La téléconsultation programmée en gynécologie-obstétrique, réalisée surtout par des sage-femmes, qui peut être non accompagnée chez des patientes jeunes comme dans le suivi des grossesses normales ou l'accompagnement de la contraception chez les jeunes filles, ou la téléconsultation programmée et assistée d'un(e) infirmier(e) chez des femmes plus.âgées.(https://telemedaction.org/445927157/446821228)

La téléconsultation programmée en santé mentale, réalisée par des psychiatres ou des psychologues cliniciennes. Elles sont généralement simples et organisées par des tiers technologiques (STC, plateformes de rendez-vous). Les téléconsultations psychiatriques sont en revanche programmées et assistées chez les résidents d'Ehpads.


Autres formes de téléconsultation programmée et assistée

La téléconsultation programmée et assistée chez les résidents des Ehpads, en premier et second recours, accompagnées par une équipe d'infirmier(e)s mobiles ou la téléconsultation programmée post passage aux urgences (https://thinktank-numeriquesante.org/webinaire/ce-quil-faut-retenir-du-webinaire-du-30-mai-2024-consacre-a-la-teleconsultation-programmee-en-ehpad-et-a-la-teleconsultation-non-programmee-dans-les-services-durgences/)

L'absence d'un médecin traitant chez un patient chronique peut conduire à de nouvelles formes de prise en charge par téléconsultation assistée.

Des IDEs témoignent du désarroi de certains patients chroniques qui découvrent, lors du départ en retraite de leur médecin traitant, que leur dossier médical ne peut être transféré à un autre médecin parce qu'il n'a pas été informatisé. Il est resté sous forme papier et doit être déposé auprès du CDOM.

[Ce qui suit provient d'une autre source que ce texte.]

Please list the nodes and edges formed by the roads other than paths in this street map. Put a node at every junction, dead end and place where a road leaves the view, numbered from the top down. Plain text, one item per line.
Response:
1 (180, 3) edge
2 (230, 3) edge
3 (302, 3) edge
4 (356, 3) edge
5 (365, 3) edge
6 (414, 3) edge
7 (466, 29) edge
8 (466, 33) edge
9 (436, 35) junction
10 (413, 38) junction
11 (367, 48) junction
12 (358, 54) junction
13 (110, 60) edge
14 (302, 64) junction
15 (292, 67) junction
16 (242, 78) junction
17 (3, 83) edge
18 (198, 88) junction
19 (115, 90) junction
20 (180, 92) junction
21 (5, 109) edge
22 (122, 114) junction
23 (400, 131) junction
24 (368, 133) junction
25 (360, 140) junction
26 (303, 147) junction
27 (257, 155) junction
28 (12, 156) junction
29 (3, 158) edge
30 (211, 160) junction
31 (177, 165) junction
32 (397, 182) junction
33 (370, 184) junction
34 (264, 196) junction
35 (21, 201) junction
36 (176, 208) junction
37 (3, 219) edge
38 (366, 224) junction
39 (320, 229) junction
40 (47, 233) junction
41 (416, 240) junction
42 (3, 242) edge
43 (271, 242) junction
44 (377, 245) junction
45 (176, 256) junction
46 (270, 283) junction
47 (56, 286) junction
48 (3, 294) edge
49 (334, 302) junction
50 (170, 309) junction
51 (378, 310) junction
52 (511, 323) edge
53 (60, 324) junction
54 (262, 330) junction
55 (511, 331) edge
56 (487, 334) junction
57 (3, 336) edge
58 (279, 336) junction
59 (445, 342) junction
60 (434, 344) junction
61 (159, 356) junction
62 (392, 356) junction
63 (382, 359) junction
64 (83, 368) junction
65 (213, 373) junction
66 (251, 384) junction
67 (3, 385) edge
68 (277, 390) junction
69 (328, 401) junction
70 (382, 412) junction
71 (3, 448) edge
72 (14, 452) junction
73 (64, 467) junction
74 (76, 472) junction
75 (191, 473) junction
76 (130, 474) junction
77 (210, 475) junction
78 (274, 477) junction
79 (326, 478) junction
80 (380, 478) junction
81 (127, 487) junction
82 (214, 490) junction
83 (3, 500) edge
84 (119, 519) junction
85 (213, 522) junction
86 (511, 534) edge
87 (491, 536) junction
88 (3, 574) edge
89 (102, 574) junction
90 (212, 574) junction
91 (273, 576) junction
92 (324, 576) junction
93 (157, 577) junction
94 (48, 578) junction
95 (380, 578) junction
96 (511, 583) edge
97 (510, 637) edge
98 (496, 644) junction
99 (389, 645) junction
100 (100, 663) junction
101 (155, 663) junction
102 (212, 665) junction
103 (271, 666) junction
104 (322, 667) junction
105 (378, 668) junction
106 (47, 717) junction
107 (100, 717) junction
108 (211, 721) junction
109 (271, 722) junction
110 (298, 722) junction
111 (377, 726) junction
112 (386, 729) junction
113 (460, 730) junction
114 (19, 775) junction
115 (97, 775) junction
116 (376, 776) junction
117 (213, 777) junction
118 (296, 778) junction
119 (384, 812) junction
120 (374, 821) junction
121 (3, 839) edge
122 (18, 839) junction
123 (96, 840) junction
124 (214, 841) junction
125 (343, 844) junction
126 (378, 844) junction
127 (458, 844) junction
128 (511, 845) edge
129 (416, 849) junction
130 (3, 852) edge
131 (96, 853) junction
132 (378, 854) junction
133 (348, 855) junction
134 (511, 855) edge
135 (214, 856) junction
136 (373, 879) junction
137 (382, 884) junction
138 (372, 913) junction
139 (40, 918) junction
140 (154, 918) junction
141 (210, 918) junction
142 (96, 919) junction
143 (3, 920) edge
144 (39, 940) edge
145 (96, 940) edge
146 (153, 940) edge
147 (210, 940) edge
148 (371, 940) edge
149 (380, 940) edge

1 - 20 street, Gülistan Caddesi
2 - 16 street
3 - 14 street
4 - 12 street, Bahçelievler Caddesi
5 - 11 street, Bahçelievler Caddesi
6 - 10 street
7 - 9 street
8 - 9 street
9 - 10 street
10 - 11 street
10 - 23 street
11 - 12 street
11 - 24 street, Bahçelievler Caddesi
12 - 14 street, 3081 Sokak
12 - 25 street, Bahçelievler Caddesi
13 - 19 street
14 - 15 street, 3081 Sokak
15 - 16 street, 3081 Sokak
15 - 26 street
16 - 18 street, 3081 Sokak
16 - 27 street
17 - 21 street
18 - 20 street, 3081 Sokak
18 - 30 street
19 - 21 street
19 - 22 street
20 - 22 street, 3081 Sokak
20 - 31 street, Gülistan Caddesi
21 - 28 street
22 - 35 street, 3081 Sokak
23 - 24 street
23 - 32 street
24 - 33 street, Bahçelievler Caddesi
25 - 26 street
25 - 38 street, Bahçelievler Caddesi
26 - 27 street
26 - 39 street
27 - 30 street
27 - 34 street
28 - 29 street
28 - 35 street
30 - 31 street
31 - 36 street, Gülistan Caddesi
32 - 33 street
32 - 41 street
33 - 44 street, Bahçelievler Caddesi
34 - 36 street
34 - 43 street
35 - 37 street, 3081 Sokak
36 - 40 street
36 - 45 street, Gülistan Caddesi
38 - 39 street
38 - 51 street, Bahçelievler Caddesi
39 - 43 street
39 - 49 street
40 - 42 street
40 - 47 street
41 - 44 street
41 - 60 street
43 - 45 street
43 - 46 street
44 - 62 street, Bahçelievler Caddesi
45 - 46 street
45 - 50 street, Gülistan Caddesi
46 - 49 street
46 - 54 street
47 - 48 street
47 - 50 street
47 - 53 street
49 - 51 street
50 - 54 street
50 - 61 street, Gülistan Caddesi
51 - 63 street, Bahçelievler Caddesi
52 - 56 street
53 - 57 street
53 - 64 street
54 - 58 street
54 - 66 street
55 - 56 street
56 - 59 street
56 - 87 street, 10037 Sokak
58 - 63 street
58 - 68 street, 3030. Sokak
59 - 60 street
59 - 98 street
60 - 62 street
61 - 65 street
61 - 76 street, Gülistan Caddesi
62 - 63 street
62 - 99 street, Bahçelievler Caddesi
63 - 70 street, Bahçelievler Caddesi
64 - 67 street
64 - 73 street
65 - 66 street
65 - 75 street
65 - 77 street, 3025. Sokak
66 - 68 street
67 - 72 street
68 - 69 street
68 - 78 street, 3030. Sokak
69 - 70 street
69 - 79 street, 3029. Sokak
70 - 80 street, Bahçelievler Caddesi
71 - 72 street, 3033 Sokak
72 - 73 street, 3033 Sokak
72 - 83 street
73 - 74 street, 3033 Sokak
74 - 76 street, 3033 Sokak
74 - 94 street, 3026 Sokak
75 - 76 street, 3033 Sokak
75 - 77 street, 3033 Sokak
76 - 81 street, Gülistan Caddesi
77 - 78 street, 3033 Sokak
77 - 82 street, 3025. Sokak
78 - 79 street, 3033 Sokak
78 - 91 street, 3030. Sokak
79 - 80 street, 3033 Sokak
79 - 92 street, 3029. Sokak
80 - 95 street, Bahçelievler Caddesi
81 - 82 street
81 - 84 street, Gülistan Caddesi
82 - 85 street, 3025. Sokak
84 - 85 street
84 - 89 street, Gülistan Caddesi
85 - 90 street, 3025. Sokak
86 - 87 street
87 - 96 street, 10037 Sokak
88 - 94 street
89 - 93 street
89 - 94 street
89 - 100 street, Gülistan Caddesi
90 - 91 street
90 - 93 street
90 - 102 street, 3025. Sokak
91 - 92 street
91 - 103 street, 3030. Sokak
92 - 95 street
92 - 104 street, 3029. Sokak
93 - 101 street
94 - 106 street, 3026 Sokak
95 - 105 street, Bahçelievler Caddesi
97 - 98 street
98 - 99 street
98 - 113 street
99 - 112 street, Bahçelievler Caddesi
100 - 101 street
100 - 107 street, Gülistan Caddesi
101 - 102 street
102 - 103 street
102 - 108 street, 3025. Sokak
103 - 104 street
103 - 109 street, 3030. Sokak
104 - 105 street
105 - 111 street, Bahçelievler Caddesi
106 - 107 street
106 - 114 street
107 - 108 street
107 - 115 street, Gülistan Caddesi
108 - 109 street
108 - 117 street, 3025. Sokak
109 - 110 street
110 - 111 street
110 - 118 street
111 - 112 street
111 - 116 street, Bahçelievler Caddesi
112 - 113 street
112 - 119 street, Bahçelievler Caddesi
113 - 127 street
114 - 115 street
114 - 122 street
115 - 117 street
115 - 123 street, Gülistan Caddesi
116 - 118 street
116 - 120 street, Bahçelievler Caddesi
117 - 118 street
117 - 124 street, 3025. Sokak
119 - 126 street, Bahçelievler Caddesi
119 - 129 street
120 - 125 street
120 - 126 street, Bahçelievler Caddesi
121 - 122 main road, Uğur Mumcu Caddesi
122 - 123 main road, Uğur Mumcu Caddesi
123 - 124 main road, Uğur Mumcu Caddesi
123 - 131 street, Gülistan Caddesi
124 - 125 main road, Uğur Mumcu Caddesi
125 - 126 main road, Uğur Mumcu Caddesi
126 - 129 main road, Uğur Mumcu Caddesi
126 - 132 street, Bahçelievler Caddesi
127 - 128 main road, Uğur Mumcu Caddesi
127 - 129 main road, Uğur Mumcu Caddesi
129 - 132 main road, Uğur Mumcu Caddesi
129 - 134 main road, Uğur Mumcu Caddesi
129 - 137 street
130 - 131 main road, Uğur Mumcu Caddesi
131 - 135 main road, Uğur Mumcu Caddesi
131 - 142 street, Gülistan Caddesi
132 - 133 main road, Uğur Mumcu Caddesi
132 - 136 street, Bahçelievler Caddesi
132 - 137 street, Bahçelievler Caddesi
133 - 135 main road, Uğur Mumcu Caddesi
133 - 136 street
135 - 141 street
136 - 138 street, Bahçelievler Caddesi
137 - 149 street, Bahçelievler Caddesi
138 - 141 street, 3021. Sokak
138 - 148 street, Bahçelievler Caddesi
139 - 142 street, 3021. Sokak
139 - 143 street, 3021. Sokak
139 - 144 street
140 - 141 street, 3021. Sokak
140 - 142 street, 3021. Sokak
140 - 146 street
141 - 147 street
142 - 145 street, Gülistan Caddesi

Certaines mairies prennent l'initiative de numériser ces dossiers pour que le nouveau médecin recruté dans la commune (notamment salarié dans un centre de santé) puisse avoir un DPI de la patientèle de l'ancien médecin.

Malheureusement, toutes les mairies ne sont en mesure d'assurer ce service et le patient porteur de pathologies chroniques se retrouve sans dossier médical retraçant l'histoire de sa maladie et des traitements. Le renouvellement d'une ordonnance auprès d'un médecin de STC ou d'un autre médecin du territoire peut être difficile.

Les IDELs qui exercent en milieu rural connaissent ces situations qui ne sont pas exceptionnelles, notamment lorsque le médecin a exercé depuis le début des années 2000 dans une zone "blanche". Ces IDEL de territoires ruraux ont pris la mesure de cette potentielle perte de chance. Elles organisent dans leur cabinet des téléconsultations programmées et assistées où elles apportent au médecin téléconsultant ce qu'elles connaissent de l'histoire médicale de ce patient chronique. 


Le chainon manquant : la coordination des pratiques de télésanté au sein d'un territoire


Il est frappant d'entendre les professionnels de santé du terrain se plaindre d'un manque de moyens pour coordonner les parcours de soins hybrides, en particulier l'organisation des actes de télésanté. En l'absence de coordination, les actes de téléconsultations programmées et assistées sont difficiles à réaliser, car trop chronophages pour des IDELs qui veulent maintenir le niveau de leur revenu horaire.

Les IDELs citent l'excellente coordination régionale dans la prise en charge des patients atteints de plaies chroniques. Lorsqu'elles ont besoin d'une téléexpertise auprès d'un spécialiste hospitalier ou libéral de plaies chroniques, elles reçoivent de la coordination régionale un lien numérique qui leur permet d'être immédiatement en relation avec le médecin expert des plaies chroniques lorsqu'elles sont auprès de leur patient.

La coordination et l'organisation des actes de télésanté au sein d'un territoire pourraient être confiés aux CPTS qui sont de plus en plus investies dans de nouvelles organisations territoriales pour améliorer l'accès aux soins. De nombreux logiciels qui sont proposés aux CPTS pour coordonner le e-parcours disposent de la possibilité de réaliser des téléconsultations et téléexpertises (https://vimeo.com/1123218107)

Le développement de la téléconsultation programmée et assistée auprès des populations âgées, handicapées, vulnérables (les détenus des prisons) pourrait dépendre d'une meilleure coordination de la télésanté au sein d'un territoire assurée par les CPTS.